The role of FOXM1 in tumor immunology: implications for cancer treatment strategies
摘要
Forkhead box protein M1 (FOXM1) is a pivotal member of the forkhead box family of transcription factors, characterized by its marked overexpression in a wide range of human malignancies and its critical role in driving tumor progression through the regulation of cancer cell proliferation and invasion, making it an attractive target for anti-cancer therapy. However, comprehensive reviews detailing the role of FOXM1 in regulating tumor immunity are still lacking. In this review, we summarize the multiple roles of FOXM1 in regulating tumor immunity and assess its potential as a therapeutic target.

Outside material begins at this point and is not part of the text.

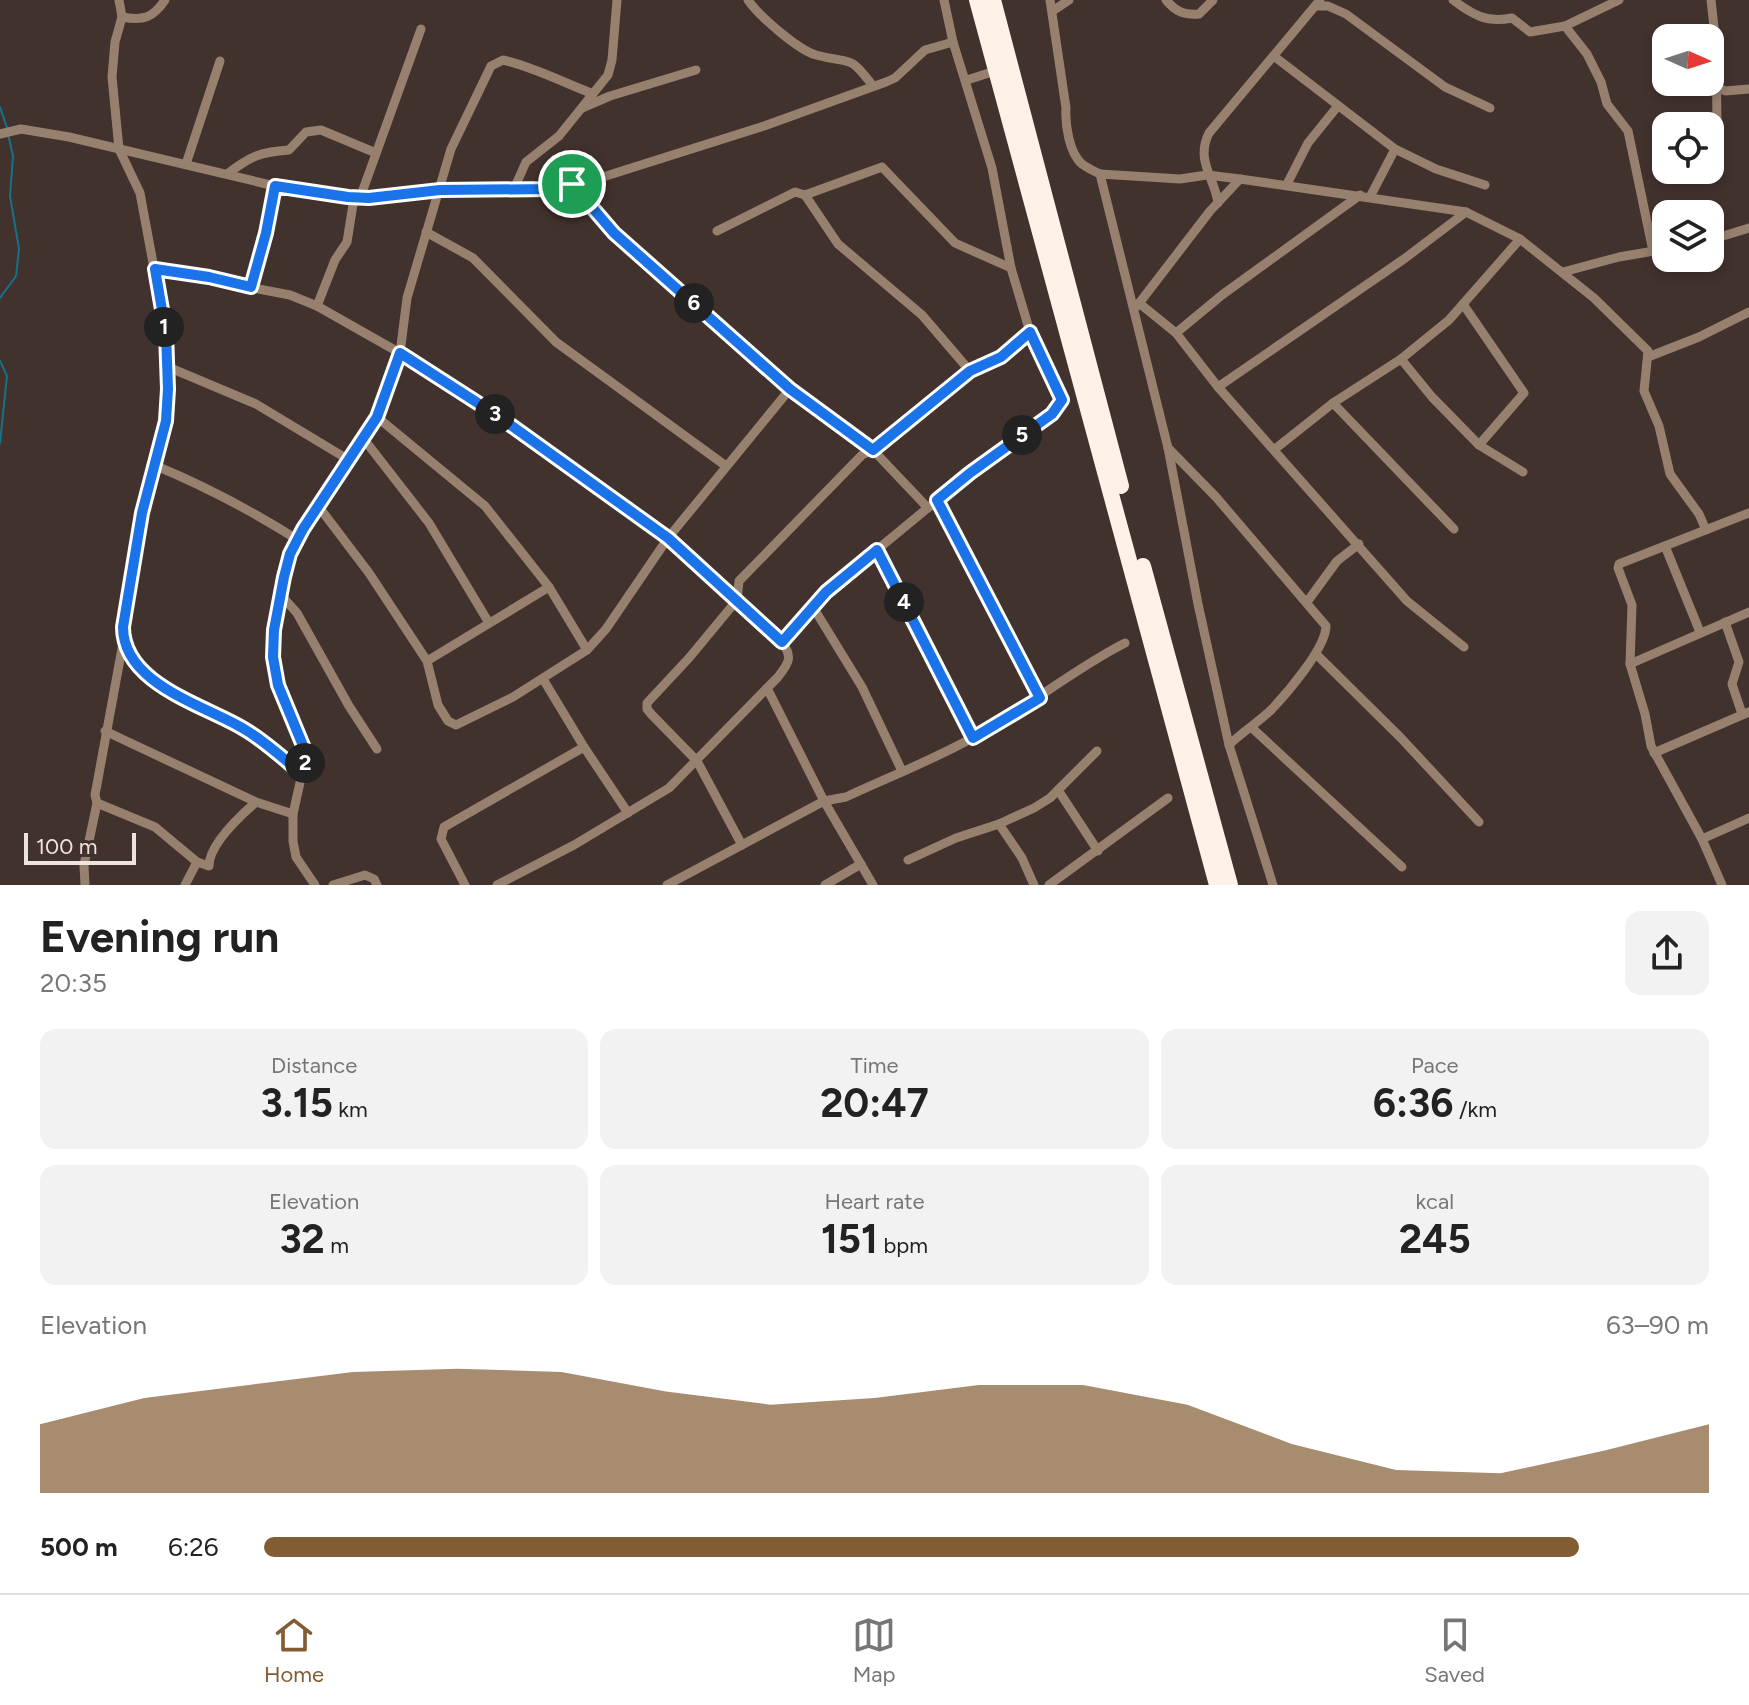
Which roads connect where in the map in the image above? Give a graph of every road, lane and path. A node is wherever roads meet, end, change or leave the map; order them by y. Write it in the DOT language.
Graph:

FOXM1 plays a crucial role in regulating the tumor immune microenvironment by modulating immune checkpoints, influencing macrophage polarization, and affecting T cell differentiation and infiltration. Furthermore, FOXM1 also plays a regulatory role in key immune-related signaling pathways, including signal transducer and activator of transcription 1 (STAT1) and interferon stimulated gene (STING). Furthermore, the potential of targeting FOXM1 to enhance the efficacy of immunotherapies is discussed, with particular emphasis on overcoming challenges related to immune evasion, neurotoxicity, and therapeutic resistance. This review also summarizes the current landscape of FOXM1-targeted drug development and application, including small molecule inhibitors, peptide-based therapeutics, and combination treatment strategies, highlighting the promising clinical prospects of FOXM1 as a novel and multifaceted target in cancer therapy.